Bij de verantwoording en de democratische legitimering zijn drie hoofdvormen te onderkennen. De eerste vorm is de verantwoording aan de branchegenoten voor het algemene beleid dat wordt gevoerd door het bedrijfslichaam. De bedrijfslichamen kennen als organen een (algemeen) bestuur, een dagelijks bestuur en een voorzitter. In beginsel tellen de besturen een gelijk aantal leden van werknemers en werkgeverszijde. In het principe van de pariteit komt de gedachte van de gelijkwaardigheid van de beide partijen naar voren. De leden van het bestuur worden benoemd door representatief bevonden organisaties van werkgevers en werknemers. De verdeling van zetels over (eventueel) meerdere organisaties aan respectievelijk werkgevers en werknemerszijde vindt plaats door de SER op grond van kwantitatieve en kwalitatieve criteria neergelegd in de „richtlijnen representativiteit organisaties”. De leden functioneren in de besturen zonder last en ruggespraak van de benoemende organisaties. Op grond van de regelgeving kunnen de bedrijfslichamen niet als een verlengstuk van de private organisaties worden gezien. Uit het midden van het algemeen bestuur wordt het dagelijks bestuur gekozen. De voorzitters van bedrijfschappen worden door het (algemeen) bestuur benoemd, terwijl de voorzitters van de productschappen bij Koninklijk Besluit worden benoemd.
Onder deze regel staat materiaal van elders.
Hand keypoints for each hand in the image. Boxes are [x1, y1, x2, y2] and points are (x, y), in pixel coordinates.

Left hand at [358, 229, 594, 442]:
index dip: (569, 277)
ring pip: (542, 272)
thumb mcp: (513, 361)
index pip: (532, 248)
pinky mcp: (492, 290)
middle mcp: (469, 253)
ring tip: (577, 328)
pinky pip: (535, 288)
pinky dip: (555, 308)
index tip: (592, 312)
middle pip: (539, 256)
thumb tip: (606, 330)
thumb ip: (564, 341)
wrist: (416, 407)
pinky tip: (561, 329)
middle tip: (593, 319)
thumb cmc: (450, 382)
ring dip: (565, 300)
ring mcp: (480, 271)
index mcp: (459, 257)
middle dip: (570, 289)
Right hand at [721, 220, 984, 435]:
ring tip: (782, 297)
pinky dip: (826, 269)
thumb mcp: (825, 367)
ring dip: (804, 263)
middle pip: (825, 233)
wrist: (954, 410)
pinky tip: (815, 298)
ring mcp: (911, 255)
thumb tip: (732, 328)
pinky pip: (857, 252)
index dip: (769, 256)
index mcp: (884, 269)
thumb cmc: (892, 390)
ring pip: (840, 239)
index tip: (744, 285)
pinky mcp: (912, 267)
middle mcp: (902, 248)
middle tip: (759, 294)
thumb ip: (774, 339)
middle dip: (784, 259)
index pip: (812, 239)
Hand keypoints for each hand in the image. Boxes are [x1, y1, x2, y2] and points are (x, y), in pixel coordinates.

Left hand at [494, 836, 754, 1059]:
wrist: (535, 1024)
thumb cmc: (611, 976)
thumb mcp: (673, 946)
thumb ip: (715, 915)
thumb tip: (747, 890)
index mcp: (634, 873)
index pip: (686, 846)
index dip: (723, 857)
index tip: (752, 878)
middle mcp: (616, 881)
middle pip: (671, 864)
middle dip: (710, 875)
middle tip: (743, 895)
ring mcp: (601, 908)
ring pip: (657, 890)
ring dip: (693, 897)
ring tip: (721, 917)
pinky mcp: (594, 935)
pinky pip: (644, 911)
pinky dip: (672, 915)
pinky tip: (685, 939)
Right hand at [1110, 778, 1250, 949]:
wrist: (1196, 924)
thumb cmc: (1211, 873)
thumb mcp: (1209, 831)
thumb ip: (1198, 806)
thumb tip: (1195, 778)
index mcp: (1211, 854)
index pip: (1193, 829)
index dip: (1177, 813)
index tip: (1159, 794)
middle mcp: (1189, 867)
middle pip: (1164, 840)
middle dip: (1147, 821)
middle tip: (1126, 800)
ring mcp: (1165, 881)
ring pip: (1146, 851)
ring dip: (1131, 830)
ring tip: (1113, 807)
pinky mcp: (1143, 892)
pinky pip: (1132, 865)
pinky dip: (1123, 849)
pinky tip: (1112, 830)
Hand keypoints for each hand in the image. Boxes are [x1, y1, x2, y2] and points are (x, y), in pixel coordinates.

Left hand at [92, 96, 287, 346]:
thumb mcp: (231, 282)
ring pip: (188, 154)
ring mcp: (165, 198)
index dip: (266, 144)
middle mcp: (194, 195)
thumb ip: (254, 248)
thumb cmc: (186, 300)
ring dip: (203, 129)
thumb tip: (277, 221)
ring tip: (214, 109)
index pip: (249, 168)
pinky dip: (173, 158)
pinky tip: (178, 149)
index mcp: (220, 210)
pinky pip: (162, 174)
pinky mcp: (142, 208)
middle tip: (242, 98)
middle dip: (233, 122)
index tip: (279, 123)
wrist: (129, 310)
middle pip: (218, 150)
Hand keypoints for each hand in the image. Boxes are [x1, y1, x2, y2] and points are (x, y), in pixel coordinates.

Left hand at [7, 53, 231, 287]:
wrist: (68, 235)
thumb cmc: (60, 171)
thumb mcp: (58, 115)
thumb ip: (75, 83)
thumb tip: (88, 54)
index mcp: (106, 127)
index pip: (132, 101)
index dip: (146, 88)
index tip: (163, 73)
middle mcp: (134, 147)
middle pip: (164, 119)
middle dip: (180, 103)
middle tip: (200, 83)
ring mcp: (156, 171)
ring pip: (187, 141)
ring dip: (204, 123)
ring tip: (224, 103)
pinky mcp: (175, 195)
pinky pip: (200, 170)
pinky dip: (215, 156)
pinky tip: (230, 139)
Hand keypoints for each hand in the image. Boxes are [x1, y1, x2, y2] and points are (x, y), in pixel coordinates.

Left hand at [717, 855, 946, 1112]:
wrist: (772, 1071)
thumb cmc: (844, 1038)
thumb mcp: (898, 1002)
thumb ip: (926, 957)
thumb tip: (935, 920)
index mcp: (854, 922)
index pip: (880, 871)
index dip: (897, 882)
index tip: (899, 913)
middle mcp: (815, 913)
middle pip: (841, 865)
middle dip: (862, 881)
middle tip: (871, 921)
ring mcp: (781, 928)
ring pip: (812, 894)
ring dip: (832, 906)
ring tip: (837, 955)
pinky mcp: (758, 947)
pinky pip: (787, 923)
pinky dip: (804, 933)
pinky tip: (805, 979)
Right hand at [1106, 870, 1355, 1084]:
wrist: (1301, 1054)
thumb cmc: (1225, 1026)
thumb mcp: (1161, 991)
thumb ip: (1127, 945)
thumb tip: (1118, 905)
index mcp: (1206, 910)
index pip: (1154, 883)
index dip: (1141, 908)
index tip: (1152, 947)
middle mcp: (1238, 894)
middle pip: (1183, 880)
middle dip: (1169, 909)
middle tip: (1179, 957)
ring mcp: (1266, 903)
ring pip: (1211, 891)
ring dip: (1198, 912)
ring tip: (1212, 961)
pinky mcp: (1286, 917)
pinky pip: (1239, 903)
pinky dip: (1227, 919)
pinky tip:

Een tweede vorm van verantwoording heeft betrekking op besluiten van bedrijfslichamen die de afzonderlijke branchegenoten direct raken. Het gaat hier om een rechterlijke controle. Deze rechterlijke controle houdt in feite ook een vorm van verantwoording in, waarbij het (verantwoordings)forum wordt gevormd door het rechterlijke college. Het College van Beroep voor het Bedrijfsleven is hier in het bijzonder van belang. Hoewel van een andere orde heeft recentelijk de Nationale ombudsman de bevoegdheid verkregen klachten over het functioneren van bedrijfslichamen in behandeling te nemen.

In de derde en laatste plaats is het bedrijfslichaam verplicht verantwoording af te leggen ten opzichte van hogere overheden te weten de rijksoverheid en de SER. Zoals uit paragraaf 2.3 duidelijk wordt houden verschillende overheidsinstanties bestuurlijk toezicht op het doen en laten van bedrijfslichamen.